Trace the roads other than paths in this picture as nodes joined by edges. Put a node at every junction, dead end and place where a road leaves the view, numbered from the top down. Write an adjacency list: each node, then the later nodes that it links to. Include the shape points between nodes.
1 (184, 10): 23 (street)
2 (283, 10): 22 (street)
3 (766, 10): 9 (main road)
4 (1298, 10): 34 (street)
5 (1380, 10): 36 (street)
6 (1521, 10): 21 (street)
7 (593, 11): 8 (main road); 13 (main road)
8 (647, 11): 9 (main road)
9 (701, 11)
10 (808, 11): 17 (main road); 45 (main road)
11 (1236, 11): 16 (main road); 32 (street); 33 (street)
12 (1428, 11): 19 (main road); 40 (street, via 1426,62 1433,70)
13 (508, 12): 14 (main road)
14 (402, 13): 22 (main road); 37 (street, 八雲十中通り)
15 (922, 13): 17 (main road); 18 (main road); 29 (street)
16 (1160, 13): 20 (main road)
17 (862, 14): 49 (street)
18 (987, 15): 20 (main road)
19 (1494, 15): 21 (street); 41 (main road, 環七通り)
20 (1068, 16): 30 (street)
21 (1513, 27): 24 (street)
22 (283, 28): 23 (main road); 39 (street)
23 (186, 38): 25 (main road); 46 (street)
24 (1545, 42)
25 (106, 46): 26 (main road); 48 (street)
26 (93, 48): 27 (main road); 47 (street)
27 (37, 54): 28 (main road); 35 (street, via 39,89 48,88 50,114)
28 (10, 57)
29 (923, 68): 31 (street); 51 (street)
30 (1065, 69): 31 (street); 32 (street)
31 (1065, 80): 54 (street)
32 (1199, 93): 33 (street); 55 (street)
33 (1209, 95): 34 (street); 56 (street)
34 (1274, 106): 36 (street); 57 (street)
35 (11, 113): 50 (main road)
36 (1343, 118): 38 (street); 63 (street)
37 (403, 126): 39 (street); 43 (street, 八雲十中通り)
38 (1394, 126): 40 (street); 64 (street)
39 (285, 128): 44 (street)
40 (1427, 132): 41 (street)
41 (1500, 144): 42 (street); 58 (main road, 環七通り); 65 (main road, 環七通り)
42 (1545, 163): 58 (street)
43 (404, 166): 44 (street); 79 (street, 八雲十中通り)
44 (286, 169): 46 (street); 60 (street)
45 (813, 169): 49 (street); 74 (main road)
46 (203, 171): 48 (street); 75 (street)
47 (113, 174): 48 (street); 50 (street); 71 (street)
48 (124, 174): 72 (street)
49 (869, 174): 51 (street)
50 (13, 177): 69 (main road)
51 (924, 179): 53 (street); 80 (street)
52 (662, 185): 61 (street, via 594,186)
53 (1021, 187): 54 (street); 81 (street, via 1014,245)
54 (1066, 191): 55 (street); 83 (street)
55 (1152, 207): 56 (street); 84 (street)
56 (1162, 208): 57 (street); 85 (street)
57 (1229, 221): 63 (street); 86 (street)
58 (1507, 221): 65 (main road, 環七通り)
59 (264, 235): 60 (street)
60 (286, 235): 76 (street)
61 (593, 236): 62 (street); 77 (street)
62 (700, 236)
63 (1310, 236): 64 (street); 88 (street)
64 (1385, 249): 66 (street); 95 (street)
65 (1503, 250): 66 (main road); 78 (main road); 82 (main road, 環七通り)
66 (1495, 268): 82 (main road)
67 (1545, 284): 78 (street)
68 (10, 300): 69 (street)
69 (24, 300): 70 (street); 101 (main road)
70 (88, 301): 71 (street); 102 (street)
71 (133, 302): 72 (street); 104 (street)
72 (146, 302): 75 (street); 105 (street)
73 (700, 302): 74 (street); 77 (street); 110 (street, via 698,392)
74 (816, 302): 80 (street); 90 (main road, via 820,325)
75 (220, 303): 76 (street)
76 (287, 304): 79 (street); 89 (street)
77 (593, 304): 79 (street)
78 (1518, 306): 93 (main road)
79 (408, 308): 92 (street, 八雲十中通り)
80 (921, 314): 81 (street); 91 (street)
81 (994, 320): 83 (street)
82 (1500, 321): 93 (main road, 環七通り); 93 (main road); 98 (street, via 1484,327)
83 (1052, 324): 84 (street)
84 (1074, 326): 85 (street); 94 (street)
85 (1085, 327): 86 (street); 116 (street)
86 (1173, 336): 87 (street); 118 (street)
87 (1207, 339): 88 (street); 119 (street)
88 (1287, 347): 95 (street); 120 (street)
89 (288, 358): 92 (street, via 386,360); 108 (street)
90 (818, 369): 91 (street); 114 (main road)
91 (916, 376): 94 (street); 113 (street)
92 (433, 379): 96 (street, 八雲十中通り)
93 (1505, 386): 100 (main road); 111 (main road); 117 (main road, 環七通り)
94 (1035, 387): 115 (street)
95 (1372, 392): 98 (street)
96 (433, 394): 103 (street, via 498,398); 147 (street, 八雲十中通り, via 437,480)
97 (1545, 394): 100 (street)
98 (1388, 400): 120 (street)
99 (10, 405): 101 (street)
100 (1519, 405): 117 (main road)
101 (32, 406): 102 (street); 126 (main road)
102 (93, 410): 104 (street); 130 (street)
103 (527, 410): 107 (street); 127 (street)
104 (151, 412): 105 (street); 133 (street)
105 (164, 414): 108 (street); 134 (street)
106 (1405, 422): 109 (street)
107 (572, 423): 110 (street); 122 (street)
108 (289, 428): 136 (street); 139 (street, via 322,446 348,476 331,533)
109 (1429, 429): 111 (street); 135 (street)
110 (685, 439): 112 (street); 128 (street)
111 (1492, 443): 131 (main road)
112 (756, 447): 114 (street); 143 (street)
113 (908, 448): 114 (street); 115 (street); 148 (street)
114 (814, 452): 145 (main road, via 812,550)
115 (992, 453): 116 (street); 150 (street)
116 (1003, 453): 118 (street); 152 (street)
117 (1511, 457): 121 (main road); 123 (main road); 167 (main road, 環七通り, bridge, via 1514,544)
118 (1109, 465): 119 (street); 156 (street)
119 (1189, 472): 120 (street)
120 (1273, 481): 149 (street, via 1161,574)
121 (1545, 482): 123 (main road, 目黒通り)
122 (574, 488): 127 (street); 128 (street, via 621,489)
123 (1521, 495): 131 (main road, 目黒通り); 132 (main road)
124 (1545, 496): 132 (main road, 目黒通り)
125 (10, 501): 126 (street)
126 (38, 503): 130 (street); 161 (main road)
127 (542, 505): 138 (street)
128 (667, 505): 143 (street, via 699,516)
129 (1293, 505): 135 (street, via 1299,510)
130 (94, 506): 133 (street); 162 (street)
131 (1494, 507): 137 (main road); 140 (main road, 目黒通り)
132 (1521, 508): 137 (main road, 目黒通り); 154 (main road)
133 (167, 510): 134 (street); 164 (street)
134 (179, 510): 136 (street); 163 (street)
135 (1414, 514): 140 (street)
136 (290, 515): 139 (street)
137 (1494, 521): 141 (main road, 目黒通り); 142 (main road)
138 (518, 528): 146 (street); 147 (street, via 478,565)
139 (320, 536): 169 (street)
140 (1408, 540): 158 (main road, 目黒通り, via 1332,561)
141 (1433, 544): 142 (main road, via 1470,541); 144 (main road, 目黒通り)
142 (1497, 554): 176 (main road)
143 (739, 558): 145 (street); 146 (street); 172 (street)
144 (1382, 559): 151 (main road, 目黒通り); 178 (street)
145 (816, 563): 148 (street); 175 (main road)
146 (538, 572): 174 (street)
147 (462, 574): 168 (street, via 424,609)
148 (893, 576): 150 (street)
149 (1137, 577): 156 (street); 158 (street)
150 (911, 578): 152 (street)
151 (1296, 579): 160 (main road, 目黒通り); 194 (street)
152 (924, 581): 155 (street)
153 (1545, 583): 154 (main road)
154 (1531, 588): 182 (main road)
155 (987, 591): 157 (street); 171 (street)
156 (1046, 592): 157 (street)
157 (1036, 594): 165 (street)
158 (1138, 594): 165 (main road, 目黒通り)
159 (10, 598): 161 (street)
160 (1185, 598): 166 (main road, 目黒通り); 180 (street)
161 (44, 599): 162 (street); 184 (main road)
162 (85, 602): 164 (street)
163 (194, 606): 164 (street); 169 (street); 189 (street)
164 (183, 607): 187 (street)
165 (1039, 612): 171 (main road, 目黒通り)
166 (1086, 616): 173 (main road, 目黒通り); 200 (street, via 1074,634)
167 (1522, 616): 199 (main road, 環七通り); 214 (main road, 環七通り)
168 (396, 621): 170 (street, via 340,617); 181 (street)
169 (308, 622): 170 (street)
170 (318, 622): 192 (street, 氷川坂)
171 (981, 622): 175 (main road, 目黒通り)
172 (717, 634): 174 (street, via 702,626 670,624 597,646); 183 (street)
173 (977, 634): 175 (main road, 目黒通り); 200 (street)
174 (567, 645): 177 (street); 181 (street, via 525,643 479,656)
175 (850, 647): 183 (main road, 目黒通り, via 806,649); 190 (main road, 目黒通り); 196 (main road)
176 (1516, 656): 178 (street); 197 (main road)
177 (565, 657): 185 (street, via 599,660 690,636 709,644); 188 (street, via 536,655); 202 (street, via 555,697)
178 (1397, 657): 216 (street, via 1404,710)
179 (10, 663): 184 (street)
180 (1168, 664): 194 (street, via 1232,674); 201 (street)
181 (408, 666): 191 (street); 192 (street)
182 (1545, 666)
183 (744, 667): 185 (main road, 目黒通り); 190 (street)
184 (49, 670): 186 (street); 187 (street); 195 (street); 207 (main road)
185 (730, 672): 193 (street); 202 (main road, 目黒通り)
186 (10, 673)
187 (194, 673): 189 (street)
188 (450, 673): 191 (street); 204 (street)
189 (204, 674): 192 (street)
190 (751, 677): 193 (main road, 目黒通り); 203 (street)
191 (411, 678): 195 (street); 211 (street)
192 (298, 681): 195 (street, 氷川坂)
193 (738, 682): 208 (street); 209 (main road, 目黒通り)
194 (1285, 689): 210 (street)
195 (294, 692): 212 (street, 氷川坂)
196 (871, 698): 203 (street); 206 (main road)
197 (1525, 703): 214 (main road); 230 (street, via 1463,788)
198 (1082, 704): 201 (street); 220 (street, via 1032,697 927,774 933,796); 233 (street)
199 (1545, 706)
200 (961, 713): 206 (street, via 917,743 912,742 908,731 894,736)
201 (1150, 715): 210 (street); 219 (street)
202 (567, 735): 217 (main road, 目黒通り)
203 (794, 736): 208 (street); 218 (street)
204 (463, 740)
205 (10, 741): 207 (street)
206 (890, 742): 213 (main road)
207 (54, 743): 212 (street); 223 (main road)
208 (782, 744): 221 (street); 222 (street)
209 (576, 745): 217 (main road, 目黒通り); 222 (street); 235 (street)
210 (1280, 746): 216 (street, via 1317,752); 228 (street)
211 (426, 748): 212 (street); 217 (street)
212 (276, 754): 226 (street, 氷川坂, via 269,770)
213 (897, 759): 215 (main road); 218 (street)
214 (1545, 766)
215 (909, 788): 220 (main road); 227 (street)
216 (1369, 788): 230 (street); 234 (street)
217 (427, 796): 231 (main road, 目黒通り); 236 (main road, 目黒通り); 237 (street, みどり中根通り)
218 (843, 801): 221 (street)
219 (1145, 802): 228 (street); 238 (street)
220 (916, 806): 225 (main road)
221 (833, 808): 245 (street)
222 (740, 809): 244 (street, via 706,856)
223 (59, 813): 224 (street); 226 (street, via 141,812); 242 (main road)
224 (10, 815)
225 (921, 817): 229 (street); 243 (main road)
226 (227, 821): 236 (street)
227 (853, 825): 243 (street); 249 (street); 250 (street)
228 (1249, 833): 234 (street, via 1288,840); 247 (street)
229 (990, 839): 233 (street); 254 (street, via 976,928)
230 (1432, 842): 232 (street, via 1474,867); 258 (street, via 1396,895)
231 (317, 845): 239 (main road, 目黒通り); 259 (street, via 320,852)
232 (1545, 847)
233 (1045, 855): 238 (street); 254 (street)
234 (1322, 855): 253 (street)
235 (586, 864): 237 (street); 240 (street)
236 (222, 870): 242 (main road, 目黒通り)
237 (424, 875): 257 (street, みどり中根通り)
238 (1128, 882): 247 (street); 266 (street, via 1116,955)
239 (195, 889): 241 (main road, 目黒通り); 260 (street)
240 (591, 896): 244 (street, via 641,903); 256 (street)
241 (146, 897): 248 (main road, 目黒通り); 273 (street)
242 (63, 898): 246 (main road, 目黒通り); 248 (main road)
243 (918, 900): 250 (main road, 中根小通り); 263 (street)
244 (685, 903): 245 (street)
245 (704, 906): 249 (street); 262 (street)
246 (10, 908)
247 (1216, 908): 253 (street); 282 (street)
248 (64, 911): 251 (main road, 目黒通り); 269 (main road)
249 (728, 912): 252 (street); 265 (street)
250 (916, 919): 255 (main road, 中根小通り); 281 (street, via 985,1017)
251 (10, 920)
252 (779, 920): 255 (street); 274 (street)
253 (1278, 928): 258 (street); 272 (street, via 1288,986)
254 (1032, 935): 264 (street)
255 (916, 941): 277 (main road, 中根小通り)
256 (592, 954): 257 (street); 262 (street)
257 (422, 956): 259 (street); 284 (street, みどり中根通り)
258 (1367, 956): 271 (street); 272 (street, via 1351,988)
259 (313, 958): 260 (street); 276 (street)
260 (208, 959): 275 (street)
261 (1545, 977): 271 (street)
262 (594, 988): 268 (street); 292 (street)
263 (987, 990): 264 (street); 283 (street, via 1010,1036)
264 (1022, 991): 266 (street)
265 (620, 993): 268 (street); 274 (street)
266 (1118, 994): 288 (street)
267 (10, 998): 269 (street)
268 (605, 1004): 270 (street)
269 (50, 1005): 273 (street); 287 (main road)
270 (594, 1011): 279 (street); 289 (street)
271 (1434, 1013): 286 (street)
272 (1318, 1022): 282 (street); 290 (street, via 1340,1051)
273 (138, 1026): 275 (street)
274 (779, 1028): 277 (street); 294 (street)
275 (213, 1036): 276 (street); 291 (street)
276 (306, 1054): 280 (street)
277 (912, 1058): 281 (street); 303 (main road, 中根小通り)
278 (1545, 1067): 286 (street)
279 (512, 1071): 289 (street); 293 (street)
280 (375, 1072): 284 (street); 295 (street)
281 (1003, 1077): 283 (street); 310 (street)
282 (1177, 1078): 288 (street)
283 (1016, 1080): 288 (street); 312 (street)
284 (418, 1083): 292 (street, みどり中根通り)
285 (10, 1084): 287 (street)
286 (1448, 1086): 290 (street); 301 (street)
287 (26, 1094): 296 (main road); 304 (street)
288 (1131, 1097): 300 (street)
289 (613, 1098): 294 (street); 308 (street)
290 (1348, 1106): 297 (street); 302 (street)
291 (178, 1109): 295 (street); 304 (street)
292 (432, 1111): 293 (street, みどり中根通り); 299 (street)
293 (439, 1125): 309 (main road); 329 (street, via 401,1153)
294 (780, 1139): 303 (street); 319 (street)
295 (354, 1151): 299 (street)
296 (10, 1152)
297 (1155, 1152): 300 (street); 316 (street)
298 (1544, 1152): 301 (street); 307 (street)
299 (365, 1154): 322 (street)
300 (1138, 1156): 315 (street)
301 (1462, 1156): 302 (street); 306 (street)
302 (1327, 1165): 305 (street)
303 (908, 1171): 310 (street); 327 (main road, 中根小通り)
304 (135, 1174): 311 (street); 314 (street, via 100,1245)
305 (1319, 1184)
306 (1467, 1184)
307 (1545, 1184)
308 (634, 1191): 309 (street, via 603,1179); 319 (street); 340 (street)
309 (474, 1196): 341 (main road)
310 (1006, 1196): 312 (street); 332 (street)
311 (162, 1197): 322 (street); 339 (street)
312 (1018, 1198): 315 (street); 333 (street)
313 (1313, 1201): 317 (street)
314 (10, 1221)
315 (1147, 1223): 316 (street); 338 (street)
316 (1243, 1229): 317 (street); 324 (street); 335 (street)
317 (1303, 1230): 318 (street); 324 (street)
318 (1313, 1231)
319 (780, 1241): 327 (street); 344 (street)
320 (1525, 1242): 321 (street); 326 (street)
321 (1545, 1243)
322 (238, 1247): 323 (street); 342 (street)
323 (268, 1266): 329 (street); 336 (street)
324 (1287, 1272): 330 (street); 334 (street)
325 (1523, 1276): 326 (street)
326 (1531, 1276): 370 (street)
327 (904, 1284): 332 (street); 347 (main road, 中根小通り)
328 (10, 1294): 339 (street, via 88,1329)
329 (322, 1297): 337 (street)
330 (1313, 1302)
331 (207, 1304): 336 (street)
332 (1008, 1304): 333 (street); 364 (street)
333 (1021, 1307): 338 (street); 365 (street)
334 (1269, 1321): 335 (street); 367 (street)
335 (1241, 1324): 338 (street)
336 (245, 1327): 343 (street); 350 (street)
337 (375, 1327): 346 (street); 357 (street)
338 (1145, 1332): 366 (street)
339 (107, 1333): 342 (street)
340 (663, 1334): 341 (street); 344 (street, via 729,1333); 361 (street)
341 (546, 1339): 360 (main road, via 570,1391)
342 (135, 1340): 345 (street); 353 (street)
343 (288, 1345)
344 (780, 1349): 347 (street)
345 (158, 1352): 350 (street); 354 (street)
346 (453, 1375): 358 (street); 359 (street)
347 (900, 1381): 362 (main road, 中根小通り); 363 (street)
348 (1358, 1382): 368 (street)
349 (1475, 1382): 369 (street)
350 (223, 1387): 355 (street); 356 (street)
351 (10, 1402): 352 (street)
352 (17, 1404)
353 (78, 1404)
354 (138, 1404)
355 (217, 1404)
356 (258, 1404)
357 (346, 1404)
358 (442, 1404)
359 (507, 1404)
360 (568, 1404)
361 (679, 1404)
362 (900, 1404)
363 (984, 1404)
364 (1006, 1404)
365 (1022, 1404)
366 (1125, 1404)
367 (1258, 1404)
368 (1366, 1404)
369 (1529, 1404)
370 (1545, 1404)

——————————

Pull every line containing the string "中根小通り" out of the data above and copy it.

**Worked solution:**
243 (918, 900): 250 (main road, 中根小通り); 263 (street)
250 (916, 919): 255 (main road, 中根小通り); 281 (street, via 985,1017)
255 (916, 941): 277 (main road, 中根小通り)
277 (912, 1058): 281 (street); 303 (main road, 中根小通り)
303 (908, 1171): 310 (street); 327 (main road, 中根小通り)
327 (904, 1284): 332 (street); 347 (main road, 中根小通り)
347 (900, 1381): 362 (main road, 中根小通り); 363 (street)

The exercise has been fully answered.